Despite repeated attempts, Pulwer didn’t get back to us to confirm his ongoing ownership of the car. But whoever holds the title, the SUV has reportedly spent the bulk of the last two decades in storage, while still enjoying the occasional social outing. (The inhabitant of its backseat, of course, spent the last six years in minimum security Lovelock Correctional Center outside of Reno, where he is serving a robbery conviction.)

In the summer of 2012, you could have found the Bronco in the lobby of the Luxor Hotel outside a sports memorabilia shop called Score! alongside Marcus Allen’s Heisman, and the 1999 women's World Cup.

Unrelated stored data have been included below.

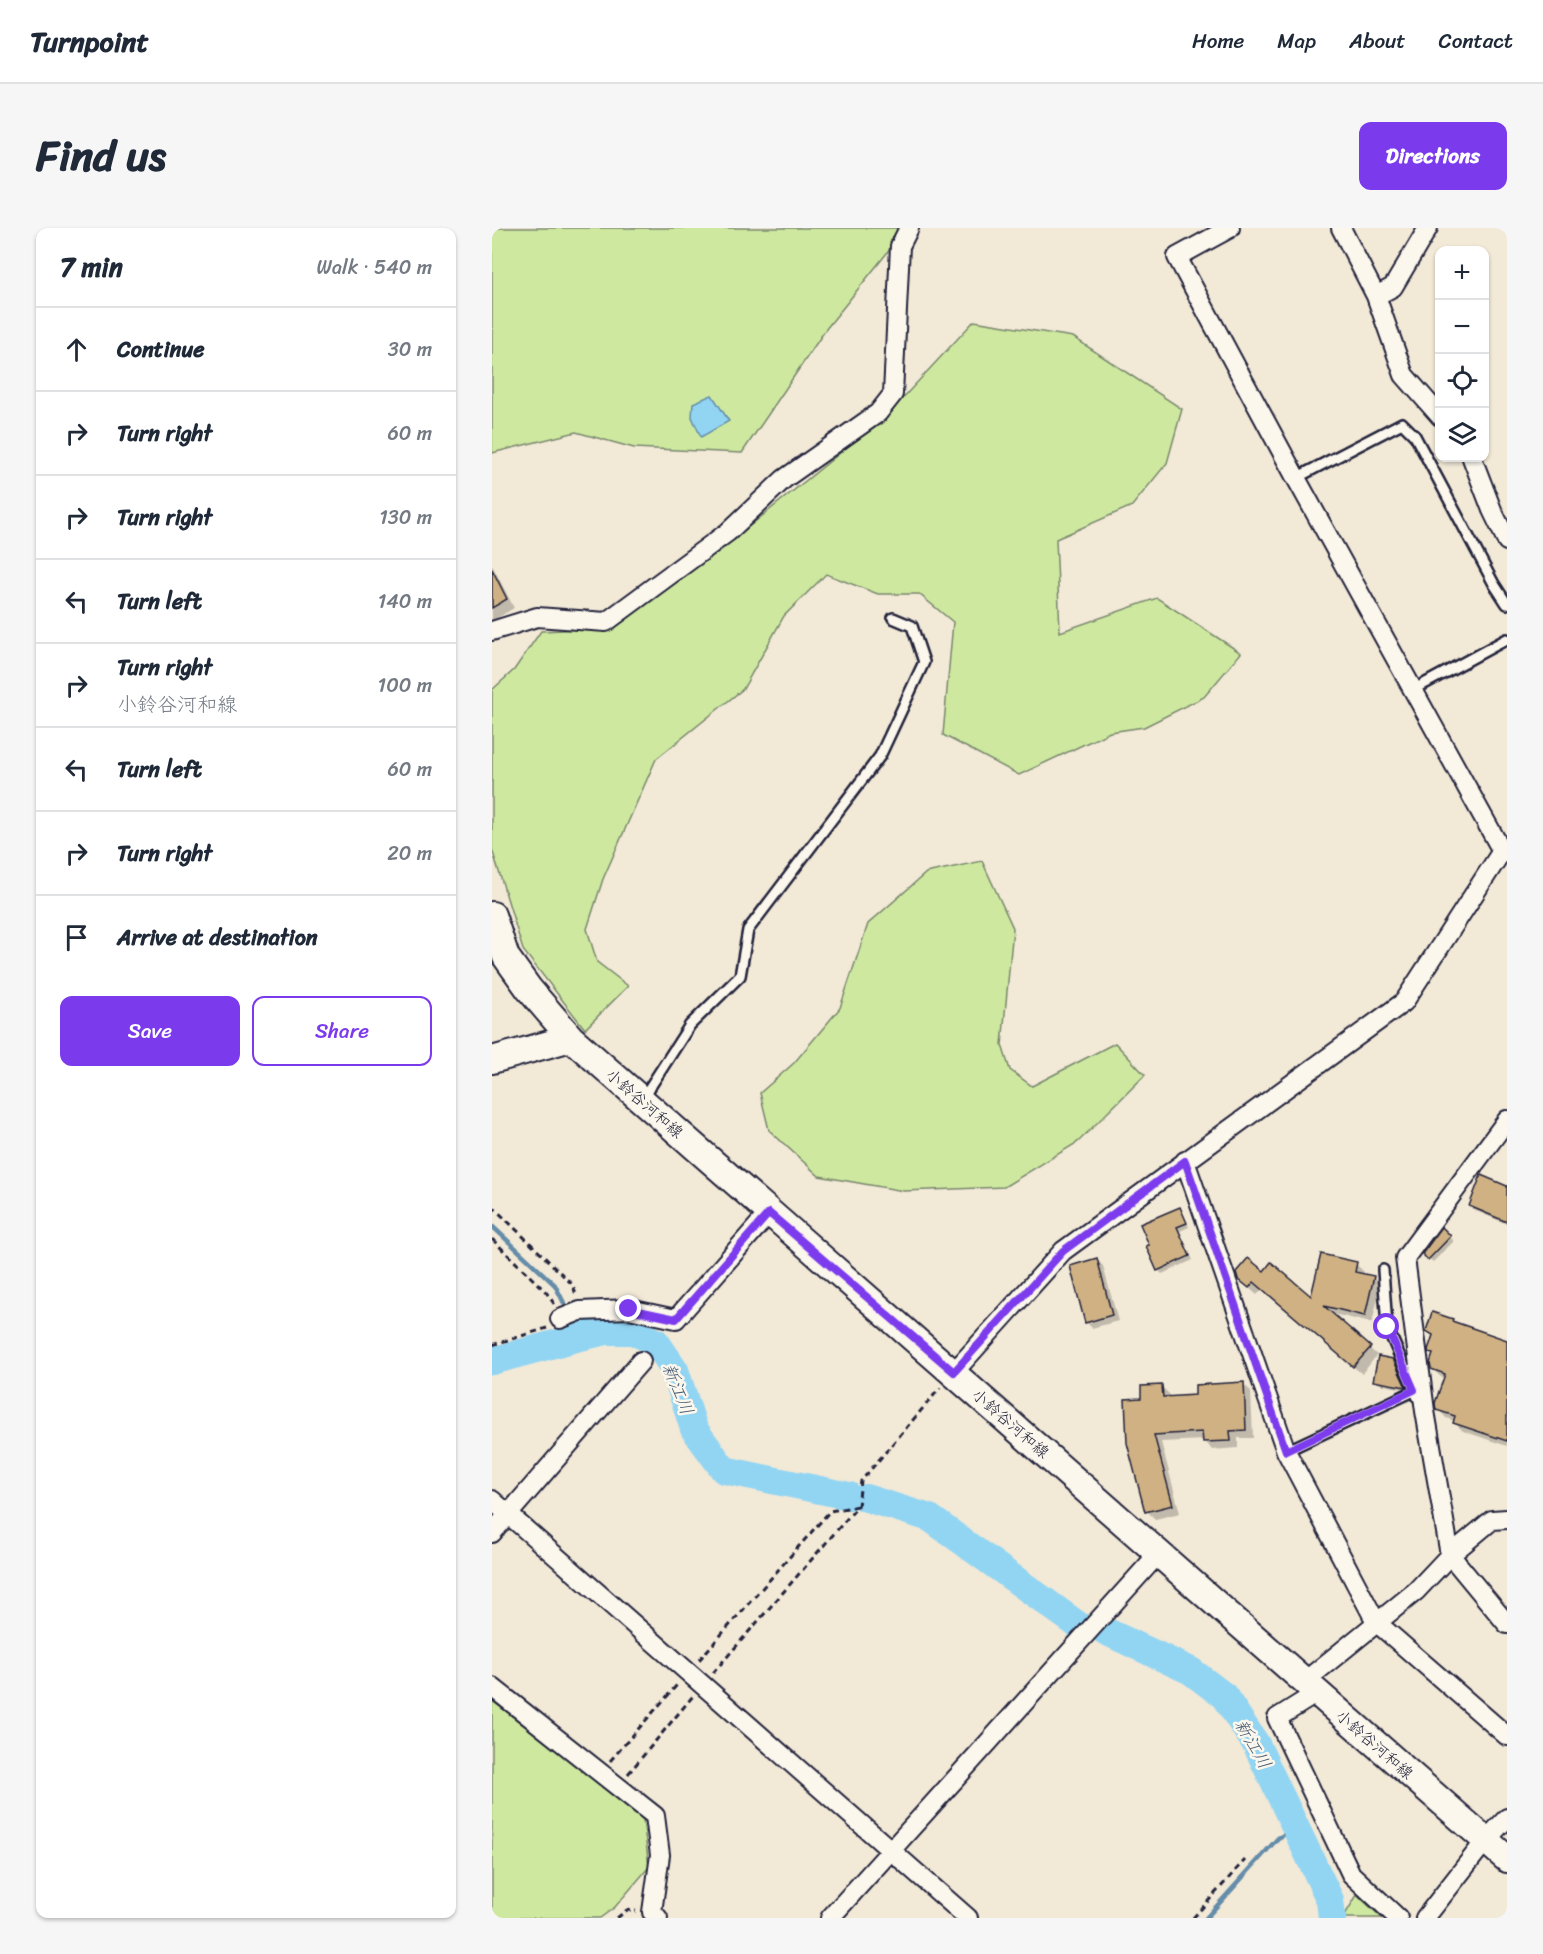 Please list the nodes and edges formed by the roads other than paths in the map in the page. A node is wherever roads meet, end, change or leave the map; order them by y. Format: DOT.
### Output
graph roads {
  1 [pos="909,228"];
  2 [pos="1230,228"];
  3 [pos="1341,228"];
  4 [pos="1428,228"];
  5 [pos="1377,297"];
  6 [pos="1435,410"];
  7 [pos="1474,462"];
  8 [pos="1296,478"];
  9 [pos="1507,541"];
  10 [pos="1507,604"];
  11 [pos="893,618"];
  12 [pos="492,631"];
  13 [pos="1507,639"];
  14 [pos="1413,690"];
  15 [pos="1505,852"];
  16 [pos="492,915"];
  17 [pos="571,1038"];
  18 [pos="492,1060"];
  19 [pos="641,1100"];
  20 [pos="1507,1120"];
  21 [pos="1185,1161"];
  22 [pos="769,1213"];
  23 [pos="1383,1270"];
  24 [pos="560,1319"];
  25 [pos="641,1360"];
  26 [pos="954,1372"];
  27 [pos="1414,1390"];
  28 [pos="1425,1411"];
  29 [pos="1286,1451"];
  30 [pos="492,1500"];
  31 [pos="509,1515"];
  32 [pos="1507,1519"];
  33 [pos="492,1533"];
  34 [pos="1159,1553"];
  35 [pos="1450,1555"];
  36 [pos="1376,1622"];
  37 [pos="1507,1624"];
  38 [pos="492,1687"];
  39 [pos="1311,1687"];
  40 [pos="1507,1736"];
  41 [pos="1507,1818"];
  42 [pos="1486,1840"];
  43 [pos="893,1850"];
  44 [pos="1507,1859"];
  45 [pos="879,1865"];
  46 [pos="655,1915"];
  47 [pos="830,1918"];
  48 [pos="848,1918"];
  49 [pos="968,1918"];
  50 [pos="1398,1918"];
  51 [pos="1425,1918"];
  1 -- 12 [label="street"];
  2 -- 8 [label="street"];
  3 -- 5 [label="street"];
  4 -- 5 [label="street"];
  5 -- 6 [label="street"];
  7 -- 9 [label="street"];
  8 -- 10 [label="lane"];
  8 -- 14 [label="street"];
  11 -- 19 [label="lane"];
  13 -- 14 [label="lane"];
  14 -- 15 [label="street"];
  15 -- 21 [label="street"];
  16 -- 17 [label="main road, 小鈴谷河和線"];
  17 -- 18 [label="main road"];
  17 -- 19 [label="main road, 小鈴谷河和線"];
  19 -- 22 [label="main road, 小鈴谷河和線"];
  20 -- 28 [label="street"];
  21 -- 26 [label="street"];
  21 -- 29 [label="street"];
  22 -- 24 [label="street"];
  22 -- 26 [label="main road, 小鈴谷河和線"];
  23 -- 27 [label="lane"];
  25 -- 31 [label="street"];
  26 -- 34 [label="main road, 小鈴谷河和線"];
  27 -- 28 [label="lane"];
  27 -- 29 [label="lane"];
  28 -- 35 [label="street"];
  29 -- 36 [label="street"];
  30 -- 31 [label="street"];
  31 -- 33 [label="street"];
  31 -- 43 [label="street"];
  32 -- 35 [label="street"];
  34 -- 39 [label="main road, 小鈴谷河和線"];
  34 -- 43 [label="street"];
  35 -- 36 [label="street"];
  35 -- 37 [label="street"];
  36 -- 39 [label="street"];
  36 -- 40 [label="street"];
  38 -- 46 [label="street"];
  39 -- 42 [label="main road, 小鈴谷河和線"];
  39 -- 50 [label="street"];
  41 -- 42 [label="street"];
  42 -- 44 [label="main road, 小鈴谷河和線"];
  42 -- 51 [label="street"];
  43 -- 45 [label="street"];
  43 -- 49 [label="street"];
  45 -- 47 [label="street"];
  45 -- 48 [label="street"];
}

In November of that year, if you were fortunate enough to score an invite to the opening of a Nate Lowman art show at Peter Brant’s place in Greenwich, Connecticut, you would have encountered the Bronco parked on the newspaper tycoon’s front lawn. Apparently the artist who had rented it was looking to make a statement about tragic blondes.

Much of the 20th anniversary O.J. coverage has been a Bronco-free zone, however, filled instead with where-are-they-now recaps or a focus on the trial’s ongoing effect on the current state of reality television. (Yes, we can thank Robert Kardashian’s place on O.J.’s defense team for most of the E! Network’s programming, as well as the appearance of Nicole Brown Simpson’s friend Faye Resnick on The Real Housewives of Beverly Hills.)

Kato Kaelin, for one, could not help but use the opportunity to sound off about his tumultuous relationship with the media in an L.A. Times Op-Ed. Mark Fuhrman, the police detective who’s recorded use of racial slurs helped knock the prosecution’s case sideways, chose to mark the anniversary by deriding tabloid culture and explaining how he, now a Fox News contributor, had his life ruined.

Maybe the white Bronco deserves a little respect for sitting this anniversary out.